For all participants with microscopically
confirmed P. falciparum infections (i.e., isolates), two 5 x 5 mm sections
were cut from each dried blood spot and placed in a 1.5‐ml centrifuge
tube, with genomic DNA (gDNA) being extracted using the QIAmp DNA mini kit
(Qiagen) as previously described (Tiedje et al., 2017). A subset of 200
microscopic P. falciparum isolates from both the pre‐IRS (T1) and post‐IRS
(T2) surveys were selected for microsatellite genotyping based on their
multiplicity of infection (MOI) (i.e., number of genetically
distinct P. falciparum genomes) as determined using var genotyping
(see Supporting Information Methods, Figure S1). Briefly, using this
approach we estimated the MOI based on the number of var DBLα types
identified per isolate, using a cutoff value of 60 var DBLα types
per P. falciparum genome. Isolates with ≤60 var DBLα types were classified
as single‐clone infections (MOI = 1), while isolates with
>60 var DBLα types were classified as multiple‐clone infections
(MOI > 1). To facilitate a more accurate assignment of the
fluorescent peaks during the analysis (described below), only those
isolates with a MOI = 1 or 2, were selected for the microsatellite
genotyping (Anderson et al., 1999). The P. falciparum isolates (N = 400)
selected from the pre‐ and post‐IRS surveys were genotyped using a
verified panel of 12 putatively neutral microsatellite markers located
across the 14 chromosomes as described by Anderson et al. (1999): TA1,
2490, TA81, TA87, TA109, TA60, POLYA, TA42, ARA2, PfG377, PfPK2, and TA40,
with modified cycling conditions as specified in Ruybal‐Pesántez et al.
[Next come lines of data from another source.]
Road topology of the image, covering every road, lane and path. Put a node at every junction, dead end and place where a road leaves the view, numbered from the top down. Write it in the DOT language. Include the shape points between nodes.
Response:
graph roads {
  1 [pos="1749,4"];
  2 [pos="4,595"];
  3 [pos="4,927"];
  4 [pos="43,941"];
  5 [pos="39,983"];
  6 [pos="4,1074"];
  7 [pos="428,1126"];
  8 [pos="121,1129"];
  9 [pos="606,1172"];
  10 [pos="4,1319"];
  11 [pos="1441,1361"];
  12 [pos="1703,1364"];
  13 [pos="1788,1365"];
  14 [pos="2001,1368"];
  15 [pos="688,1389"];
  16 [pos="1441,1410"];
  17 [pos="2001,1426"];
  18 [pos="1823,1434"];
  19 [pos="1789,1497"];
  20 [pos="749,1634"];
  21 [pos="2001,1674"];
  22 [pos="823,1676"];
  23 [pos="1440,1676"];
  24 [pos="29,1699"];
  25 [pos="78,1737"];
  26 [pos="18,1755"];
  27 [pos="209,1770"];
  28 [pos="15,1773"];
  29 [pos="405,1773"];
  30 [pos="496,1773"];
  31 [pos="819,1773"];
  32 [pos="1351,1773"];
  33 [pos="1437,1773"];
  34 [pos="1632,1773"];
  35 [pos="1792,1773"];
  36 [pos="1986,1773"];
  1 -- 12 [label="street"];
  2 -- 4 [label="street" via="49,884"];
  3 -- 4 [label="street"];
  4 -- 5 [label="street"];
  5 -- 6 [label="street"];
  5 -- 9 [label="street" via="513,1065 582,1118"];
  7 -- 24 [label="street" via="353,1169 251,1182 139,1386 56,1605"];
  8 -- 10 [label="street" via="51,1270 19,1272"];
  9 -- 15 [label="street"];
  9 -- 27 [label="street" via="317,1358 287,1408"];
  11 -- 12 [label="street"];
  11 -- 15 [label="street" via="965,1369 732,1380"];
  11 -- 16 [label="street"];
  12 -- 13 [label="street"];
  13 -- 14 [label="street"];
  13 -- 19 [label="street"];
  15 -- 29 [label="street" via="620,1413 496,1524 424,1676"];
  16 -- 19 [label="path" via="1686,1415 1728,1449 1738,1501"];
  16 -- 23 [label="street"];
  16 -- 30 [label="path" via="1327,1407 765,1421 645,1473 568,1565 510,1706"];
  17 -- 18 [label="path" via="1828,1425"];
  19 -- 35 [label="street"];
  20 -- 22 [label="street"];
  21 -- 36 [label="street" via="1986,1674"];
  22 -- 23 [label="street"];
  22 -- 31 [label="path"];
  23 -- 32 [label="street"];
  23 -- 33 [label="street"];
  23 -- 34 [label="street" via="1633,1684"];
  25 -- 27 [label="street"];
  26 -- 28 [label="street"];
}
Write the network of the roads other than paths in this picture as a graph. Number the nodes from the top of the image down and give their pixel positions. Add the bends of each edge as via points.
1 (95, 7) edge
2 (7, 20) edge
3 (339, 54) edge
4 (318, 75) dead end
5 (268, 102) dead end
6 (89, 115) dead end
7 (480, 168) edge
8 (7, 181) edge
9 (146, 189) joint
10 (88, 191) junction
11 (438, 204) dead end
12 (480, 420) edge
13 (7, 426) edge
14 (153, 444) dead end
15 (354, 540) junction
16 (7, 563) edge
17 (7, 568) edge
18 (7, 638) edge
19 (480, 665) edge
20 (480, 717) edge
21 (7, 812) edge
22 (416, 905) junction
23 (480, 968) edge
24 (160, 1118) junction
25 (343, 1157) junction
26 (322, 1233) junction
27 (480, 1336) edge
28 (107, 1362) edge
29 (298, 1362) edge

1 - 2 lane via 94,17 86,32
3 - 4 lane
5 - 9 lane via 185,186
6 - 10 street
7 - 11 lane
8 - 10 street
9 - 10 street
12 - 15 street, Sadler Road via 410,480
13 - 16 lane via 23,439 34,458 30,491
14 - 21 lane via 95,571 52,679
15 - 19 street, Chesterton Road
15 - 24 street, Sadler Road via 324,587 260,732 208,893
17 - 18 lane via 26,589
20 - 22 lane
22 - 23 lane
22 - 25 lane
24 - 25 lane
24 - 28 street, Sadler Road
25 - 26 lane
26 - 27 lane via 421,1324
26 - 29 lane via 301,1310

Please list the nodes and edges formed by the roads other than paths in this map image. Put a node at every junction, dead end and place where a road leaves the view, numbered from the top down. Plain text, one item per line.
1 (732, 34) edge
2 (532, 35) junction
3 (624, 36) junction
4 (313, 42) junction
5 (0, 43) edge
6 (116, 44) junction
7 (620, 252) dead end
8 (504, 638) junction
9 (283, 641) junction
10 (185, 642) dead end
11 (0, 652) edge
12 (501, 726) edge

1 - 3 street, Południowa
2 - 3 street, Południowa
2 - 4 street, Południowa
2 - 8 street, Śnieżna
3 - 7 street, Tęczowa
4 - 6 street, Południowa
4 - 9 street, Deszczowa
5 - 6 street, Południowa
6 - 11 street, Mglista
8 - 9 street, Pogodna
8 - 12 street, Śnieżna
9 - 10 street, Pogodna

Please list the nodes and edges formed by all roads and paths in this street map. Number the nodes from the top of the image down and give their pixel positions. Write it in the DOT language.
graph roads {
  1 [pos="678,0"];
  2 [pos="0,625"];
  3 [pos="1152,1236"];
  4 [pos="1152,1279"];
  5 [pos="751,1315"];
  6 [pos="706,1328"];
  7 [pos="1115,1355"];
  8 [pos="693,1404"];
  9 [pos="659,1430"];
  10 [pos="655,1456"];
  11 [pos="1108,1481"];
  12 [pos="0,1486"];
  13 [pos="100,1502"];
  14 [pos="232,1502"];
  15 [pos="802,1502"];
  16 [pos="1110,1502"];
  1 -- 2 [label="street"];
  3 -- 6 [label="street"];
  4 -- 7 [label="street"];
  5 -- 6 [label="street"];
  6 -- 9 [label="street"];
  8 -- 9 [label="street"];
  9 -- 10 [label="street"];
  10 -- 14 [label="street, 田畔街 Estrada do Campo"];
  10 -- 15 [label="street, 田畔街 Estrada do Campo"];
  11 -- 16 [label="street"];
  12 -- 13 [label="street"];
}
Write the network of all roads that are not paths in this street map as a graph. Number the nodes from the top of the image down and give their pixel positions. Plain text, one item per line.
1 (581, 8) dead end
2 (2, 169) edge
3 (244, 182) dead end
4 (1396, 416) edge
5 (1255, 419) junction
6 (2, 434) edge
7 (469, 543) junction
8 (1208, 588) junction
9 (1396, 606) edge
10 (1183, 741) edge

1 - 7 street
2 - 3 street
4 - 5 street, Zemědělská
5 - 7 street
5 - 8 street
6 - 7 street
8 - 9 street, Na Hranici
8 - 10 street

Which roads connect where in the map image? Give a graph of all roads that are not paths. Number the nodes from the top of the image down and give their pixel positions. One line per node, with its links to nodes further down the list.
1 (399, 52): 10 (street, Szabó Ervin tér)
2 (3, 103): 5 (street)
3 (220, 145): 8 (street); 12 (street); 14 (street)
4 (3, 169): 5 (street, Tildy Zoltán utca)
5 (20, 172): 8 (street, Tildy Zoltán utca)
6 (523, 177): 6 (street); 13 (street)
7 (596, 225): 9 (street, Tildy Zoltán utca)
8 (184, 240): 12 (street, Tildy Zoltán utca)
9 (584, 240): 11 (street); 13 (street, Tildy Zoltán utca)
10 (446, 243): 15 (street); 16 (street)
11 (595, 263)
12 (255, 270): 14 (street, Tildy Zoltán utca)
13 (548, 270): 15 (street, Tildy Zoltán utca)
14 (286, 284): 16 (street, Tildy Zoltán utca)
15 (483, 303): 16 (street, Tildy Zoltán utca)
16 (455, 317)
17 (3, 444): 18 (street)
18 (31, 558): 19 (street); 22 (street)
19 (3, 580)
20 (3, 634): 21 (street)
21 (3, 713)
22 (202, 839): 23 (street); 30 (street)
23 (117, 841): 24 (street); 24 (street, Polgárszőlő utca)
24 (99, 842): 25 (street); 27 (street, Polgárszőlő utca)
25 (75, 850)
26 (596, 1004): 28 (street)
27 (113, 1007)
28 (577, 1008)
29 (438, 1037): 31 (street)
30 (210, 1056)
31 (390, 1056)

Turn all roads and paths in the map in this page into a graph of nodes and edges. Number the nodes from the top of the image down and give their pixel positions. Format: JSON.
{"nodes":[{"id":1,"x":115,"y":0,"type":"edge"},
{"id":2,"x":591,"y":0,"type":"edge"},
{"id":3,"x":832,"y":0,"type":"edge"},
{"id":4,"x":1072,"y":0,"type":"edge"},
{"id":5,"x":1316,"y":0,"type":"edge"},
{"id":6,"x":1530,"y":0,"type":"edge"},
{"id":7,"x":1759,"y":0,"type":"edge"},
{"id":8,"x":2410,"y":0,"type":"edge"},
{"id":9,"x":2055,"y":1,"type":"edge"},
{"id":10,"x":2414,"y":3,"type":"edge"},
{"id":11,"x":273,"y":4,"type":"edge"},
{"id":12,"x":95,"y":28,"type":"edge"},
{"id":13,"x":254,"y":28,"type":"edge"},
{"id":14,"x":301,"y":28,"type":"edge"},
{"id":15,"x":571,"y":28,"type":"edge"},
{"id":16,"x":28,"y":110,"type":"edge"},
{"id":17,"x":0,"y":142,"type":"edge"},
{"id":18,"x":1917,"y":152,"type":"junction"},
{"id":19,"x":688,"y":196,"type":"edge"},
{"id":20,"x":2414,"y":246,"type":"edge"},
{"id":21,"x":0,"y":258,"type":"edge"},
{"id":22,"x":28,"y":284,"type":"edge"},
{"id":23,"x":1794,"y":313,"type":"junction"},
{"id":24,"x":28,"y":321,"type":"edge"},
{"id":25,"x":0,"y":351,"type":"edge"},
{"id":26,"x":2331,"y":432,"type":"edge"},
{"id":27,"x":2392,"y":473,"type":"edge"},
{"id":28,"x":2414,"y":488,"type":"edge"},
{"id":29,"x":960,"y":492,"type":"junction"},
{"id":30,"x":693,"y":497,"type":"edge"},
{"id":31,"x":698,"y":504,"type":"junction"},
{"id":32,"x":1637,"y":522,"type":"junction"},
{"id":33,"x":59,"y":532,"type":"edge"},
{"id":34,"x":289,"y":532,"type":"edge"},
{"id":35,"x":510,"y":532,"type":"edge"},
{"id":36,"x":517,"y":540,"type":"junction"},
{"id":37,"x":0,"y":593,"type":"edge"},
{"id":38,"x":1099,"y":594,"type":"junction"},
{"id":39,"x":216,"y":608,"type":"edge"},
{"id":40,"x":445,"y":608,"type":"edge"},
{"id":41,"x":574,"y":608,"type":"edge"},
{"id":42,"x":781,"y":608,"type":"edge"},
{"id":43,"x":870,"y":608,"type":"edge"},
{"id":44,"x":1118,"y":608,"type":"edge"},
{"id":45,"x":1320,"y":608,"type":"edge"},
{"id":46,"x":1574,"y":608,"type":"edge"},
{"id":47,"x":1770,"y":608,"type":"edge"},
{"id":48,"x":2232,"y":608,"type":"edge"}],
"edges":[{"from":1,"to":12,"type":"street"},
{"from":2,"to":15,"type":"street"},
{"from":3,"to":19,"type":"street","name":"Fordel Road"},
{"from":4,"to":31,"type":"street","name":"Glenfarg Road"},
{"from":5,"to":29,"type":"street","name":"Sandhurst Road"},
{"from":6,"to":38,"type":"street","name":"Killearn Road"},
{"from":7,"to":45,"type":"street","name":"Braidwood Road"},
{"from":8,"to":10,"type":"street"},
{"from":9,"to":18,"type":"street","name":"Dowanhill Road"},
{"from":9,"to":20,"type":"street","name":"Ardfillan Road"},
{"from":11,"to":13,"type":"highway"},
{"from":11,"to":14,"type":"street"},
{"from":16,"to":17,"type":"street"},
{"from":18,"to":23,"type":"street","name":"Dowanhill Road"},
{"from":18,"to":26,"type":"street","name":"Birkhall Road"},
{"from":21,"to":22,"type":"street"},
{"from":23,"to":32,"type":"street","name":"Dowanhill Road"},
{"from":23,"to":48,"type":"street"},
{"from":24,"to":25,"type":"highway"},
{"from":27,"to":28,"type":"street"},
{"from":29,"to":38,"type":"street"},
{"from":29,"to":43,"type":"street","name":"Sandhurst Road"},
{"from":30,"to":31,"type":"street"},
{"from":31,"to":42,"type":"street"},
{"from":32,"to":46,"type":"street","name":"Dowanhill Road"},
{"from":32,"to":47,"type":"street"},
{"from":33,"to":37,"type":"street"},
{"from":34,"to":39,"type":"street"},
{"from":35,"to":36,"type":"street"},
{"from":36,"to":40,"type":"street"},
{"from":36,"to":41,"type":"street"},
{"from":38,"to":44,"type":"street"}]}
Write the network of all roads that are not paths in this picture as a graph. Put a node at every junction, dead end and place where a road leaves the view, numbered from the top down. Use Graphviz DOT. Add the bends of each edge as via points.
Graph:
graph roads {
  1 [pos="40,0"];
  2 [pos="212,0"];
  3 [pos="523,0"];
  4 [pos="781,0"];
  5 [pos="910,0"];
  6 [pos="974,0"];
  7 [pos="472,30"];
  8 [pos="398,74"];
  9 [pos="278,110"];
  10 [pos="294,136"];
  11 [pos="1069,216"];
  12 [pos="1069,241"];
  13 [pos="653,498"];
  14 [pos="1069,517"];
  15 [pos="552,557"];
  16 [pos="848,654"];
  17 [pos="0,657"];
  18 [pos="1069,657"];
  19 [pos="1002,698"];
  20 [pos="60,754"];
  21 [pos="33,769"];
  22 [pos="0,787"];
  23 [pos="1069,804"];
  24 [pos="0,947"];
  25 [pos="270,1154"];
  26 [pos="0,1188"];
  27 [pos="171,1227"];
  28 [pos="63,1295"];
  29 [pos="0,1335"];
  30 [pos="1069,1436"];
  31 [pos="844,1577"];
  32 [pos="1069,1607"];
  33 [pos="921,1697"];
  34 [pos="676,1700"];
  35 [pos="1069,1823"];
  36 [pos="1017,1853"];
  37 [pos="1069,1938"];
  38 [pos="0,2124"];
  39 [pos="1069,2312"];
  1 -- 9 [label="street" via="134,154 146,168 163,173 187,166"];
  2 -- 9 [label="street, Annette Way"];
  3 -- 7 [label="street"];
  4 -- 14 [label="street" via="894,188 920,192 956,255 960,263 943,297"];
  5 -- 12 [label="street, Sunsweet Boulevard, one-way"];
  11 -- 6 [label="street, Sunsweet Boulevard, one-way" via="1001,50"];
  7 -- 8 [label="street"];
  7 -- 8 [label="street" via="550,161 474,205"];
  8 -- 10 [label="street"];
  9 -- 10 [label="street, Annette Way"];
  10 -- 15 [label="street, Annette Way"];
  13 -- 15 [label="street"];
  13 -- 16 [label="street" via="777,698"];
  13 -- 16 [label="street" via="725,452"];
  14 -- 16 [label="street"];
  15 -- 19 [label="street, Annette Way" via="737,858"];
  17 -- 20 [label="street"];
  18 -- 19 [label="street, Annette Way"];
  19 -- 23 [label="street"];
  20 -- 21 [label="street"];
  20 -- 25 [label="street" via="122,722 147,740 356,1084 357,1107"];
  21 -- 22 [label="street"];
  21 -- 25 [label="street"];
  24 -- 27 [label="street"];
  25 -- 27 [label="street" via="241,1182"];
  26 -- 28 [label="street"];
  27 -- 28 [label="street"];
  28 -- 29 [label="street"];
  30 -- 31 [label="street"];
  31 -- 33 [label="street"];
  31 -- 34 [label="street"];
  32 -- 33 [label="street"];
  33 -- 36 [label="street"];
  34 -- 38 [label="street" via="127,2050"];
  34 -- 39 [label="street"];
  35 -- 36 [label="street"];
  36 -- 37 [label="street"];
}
(2017). Fluorescently‐labelled PCR products were sent to a commercial
sequencing facility (Macrogen Inc., South Korea) for capillary
electrophoresis and fragment analysis on an Applied Biosystems 3730xl DNA
analyser (ThermoFisher Scientific). Raw data files were imported using
GeneMarker (SoftGenetics LLC), normalised based on the size standard
LIZ500, and scored using customised panels as previously described
(Anderson et al., 1999; Ruybal‐Pesántez et al., 2017). All major peaks
that were within the expected marker base pair (bp) range and were spaced
at intervals corresponding to trinucleotide (3 bp) repeats were considered
to be true alleles. Any peak less than 33% of the primary peak (i.e.,
local max) for a locus was considered a minor allele and not interpreted
as a true allele. Background noise was defined as any peak <200
fluorescent units (Anderson et al., 1999). These data were cleaned using R
package base v. 3.5.0 (R Core Team, 2018) and then processed using TANDEM
v. 1.09 (Matschiner & Salzburger, 2009), which is optimal to
assign an allele to each trinucleotide microsatellite locus for each
isolate. We combined data from the pre‐ and post‐IRS surveys prior to
binning alleles with TANDEM to ensure each survey could be compared
accurately to each other. For the 200 isolates investigated in the pre‐
and post‐IRS surveys, the median genotyping success was 89.2% in the
pre‐IRS survey and 92.8% in the post‐IRS survey for the 12 microsatellite
markers (Table S2) as expected for low‐density
asymptomatic P. falciparum infections. Since isolate genotyping success
for TA1 and TA42 was <75% pre‐IRS and/or post‐IRS (Table S2), these
loci were subsequently removed, with 10 microsatellite loci included for
the downstream multilocus microsatellite analyses (Note: All
12 microsatellite loci, including TA1 and TA42, were successfully
amplified and genotyped for the 3D7 positive controls, thus the
possibility of null alleles could not be excluded). Finally, only those
isolates with genotyping data at ≥3 microsatellite loci were included,
resulting in 192 (96.0%) and 200 (100%) isolates from the pre‐ and
post‐IRS surveys, respectively (Table (Table1,1, Figure S1).